**Task to carry out**
Scanning the entries below, copy every line that contains the word "order".
[Exercise inputs — start]
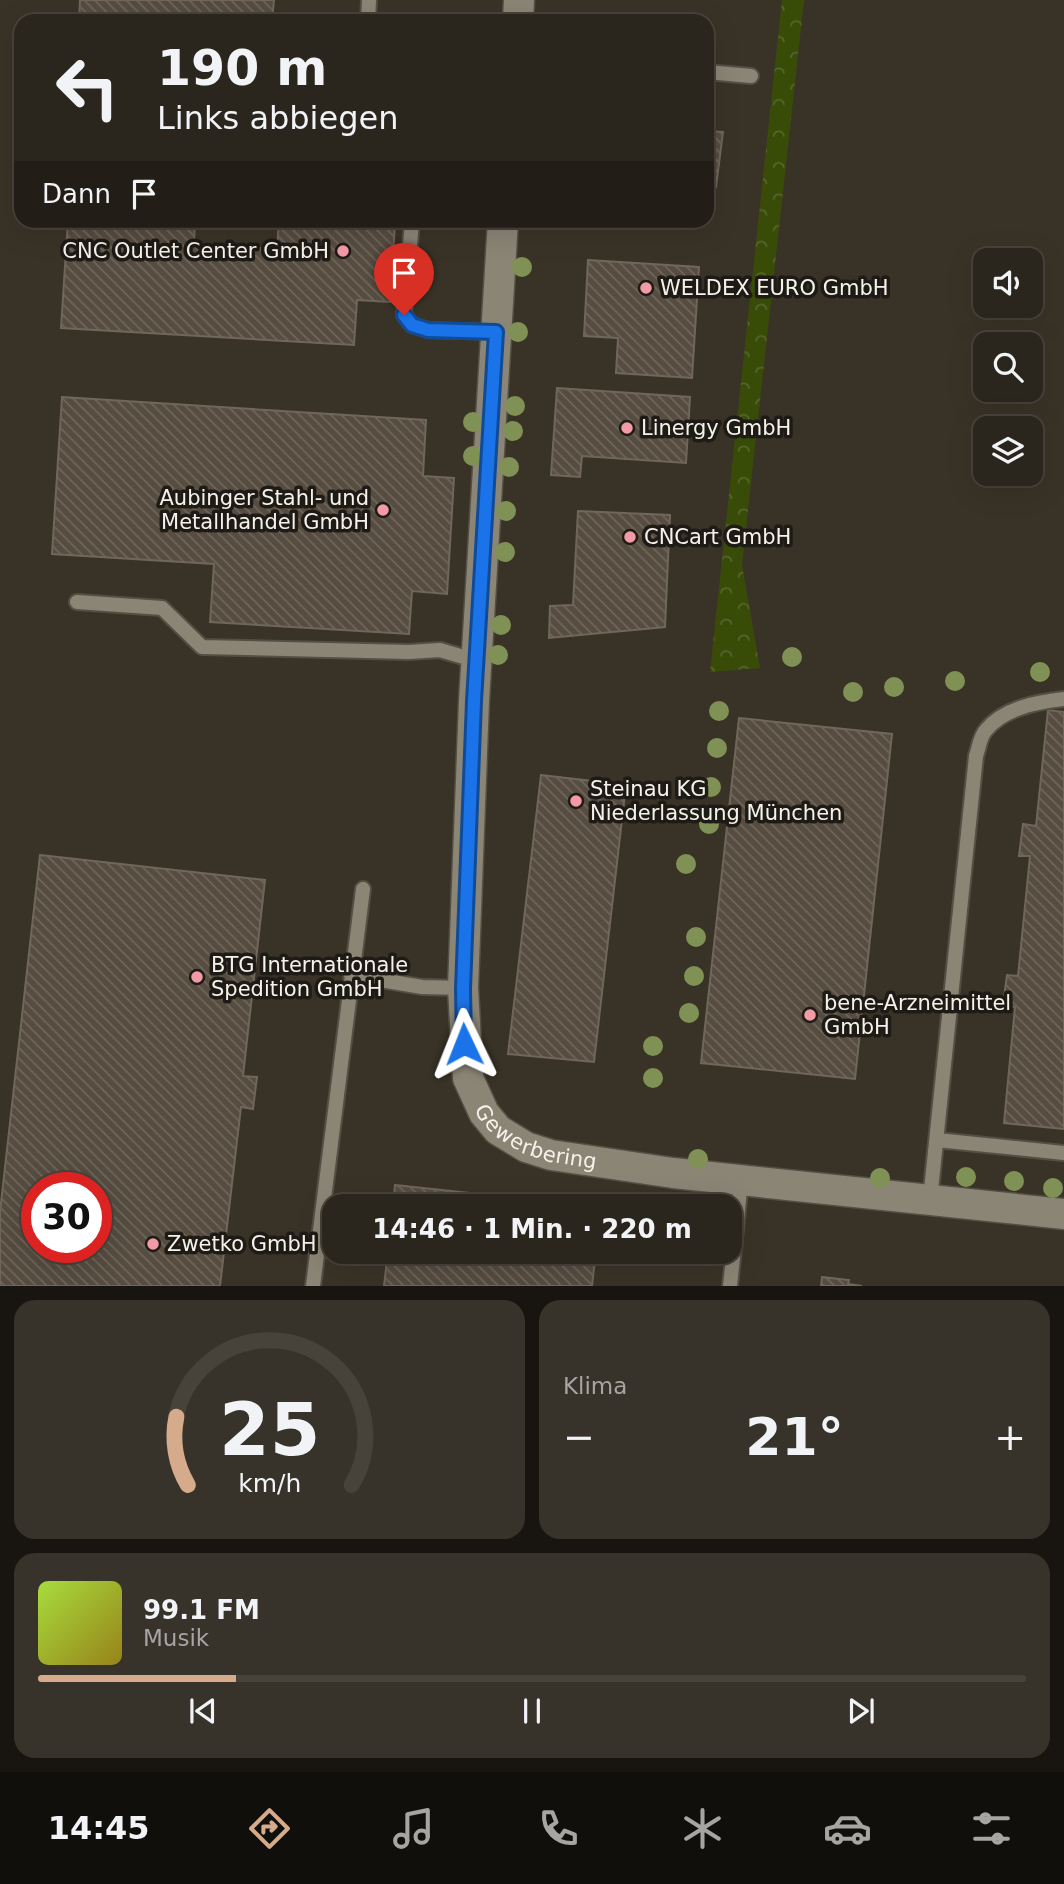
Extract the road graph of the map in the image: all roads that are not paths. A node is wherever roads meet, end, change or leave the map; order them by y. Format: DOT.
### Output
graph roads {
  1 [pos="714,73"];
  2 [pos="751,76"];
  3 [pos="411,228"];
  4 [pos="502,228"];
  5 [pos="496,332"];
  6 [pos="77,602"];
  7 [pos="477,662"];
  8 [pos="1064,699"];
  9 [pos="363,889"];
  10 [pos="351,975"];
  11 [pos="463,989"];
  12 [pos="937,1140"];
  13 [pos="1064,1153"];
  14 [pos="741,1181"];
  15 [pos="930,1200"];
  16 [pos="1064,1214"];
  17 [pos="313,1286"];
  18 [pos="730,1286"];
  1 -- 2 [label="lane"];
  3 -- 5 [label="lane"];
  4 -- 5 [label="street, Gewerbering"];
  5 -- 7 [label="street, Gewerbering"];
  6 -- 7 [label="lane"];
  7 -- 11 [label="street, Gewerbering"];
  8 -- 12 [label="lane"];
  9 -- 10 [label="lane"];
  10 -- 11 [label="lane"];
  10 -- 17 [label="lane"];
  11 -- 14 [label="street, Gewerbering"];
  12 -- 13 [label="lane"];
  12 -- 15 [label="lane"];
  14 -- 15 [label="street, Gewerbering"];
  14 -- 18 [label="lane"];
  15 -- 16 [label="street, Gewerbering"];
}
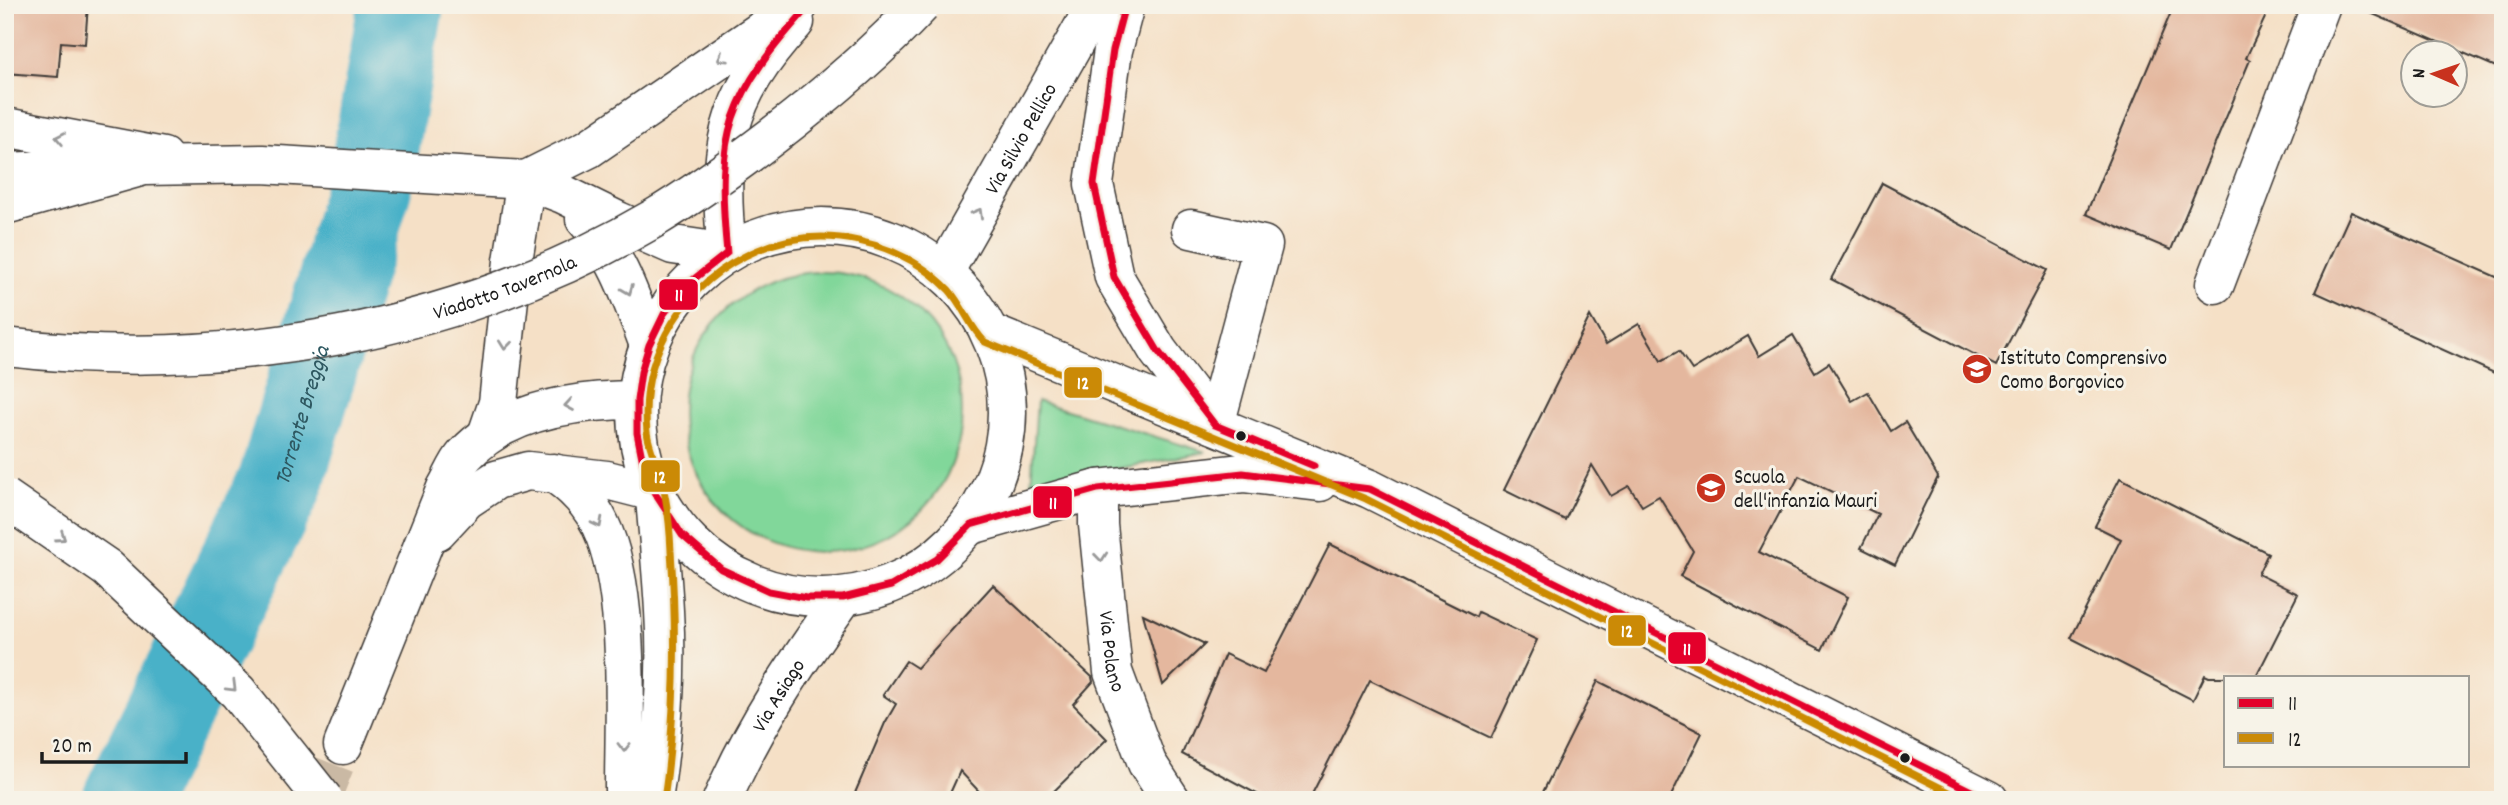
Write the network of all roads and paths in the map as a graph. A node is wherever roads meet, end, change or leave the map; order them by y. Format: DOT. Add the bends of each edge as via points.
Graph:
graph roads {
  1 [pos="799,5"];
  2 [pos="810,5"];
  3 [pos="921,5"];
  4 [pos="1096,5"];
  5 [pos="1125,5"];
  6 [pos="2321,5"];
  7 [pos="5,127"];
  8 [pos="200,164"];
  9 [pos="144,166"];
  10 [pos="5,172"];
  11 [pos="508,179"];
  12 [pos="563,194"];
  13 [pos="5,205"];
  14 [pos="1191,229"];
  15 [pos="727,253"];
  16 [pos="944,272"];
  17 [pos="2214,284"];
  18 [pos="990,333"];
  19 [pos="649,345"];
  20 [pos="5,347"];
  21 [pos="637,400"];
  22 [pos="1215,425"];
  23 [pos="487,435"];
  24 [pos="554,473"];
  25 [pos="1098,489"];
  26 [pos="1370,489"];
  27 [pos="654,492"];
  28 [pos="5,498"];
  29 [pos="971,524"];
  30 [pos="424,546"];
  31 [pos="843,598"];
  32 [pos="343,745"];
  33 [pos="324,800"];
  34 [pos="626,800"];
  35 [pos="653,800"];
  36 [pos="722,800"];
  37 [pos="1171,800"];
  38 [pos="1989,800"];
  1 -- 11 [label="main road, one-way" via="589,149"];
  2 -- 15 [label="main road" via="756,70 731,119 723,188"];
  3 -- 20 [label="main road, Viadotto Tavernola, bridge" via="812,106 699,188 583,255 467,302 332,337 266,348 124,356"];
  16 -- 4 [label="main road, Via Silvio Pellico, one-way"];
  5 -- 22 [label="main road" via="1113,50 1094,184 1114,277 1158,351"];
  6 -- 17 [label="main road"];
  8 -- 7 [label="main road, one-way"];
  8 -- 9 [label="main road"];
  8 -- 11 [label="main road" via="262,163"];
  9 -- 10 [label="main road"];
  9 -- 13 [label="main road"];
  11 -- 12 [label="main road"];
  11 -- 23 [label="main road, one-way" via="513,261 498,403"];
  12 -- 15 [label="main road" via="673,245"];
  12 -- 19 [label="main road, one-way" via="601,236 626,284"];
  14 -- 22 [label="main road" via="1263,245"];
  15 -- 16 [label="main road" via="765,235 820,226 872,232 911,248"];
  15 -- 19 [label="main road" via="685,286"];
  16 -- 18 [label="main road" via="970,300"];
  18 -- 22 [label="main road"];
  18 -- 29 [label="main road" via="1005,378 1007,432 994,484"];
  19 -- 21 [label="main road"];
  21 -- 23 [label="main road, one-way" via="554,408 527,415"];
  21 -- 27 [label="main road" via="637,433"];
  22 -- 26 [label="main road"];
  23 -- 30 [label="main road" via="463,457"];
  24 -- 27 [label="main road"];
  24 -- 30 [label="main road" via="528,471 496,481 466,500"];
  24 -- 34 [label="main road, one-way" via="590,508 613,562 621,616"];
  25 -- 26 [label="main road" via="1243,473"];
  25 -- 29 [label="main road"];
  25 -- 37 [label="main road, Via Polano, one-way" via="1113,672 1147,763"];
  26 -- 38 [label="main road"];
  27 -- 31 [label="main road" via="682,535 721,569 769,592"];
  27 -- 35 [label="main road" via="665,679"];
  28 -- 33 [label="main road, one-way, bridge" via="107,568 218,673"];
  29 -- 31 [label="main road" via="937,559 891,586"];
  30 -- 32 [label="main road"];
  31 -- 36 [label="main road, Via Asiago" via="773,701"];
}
[Exercise inputs — finish]
**Response to the exercise**
Extract the road graph of the map in the image: all roads that are not paths. A node is wherever roads meet, end, change or leave the map; order them by y. Format: DOT.
Write the network of all roads and paths in the map as a graph. A node is wherever roads meet, end, change or leave the map; order them by y. Format: DOT. Add the bends of each edge as via points.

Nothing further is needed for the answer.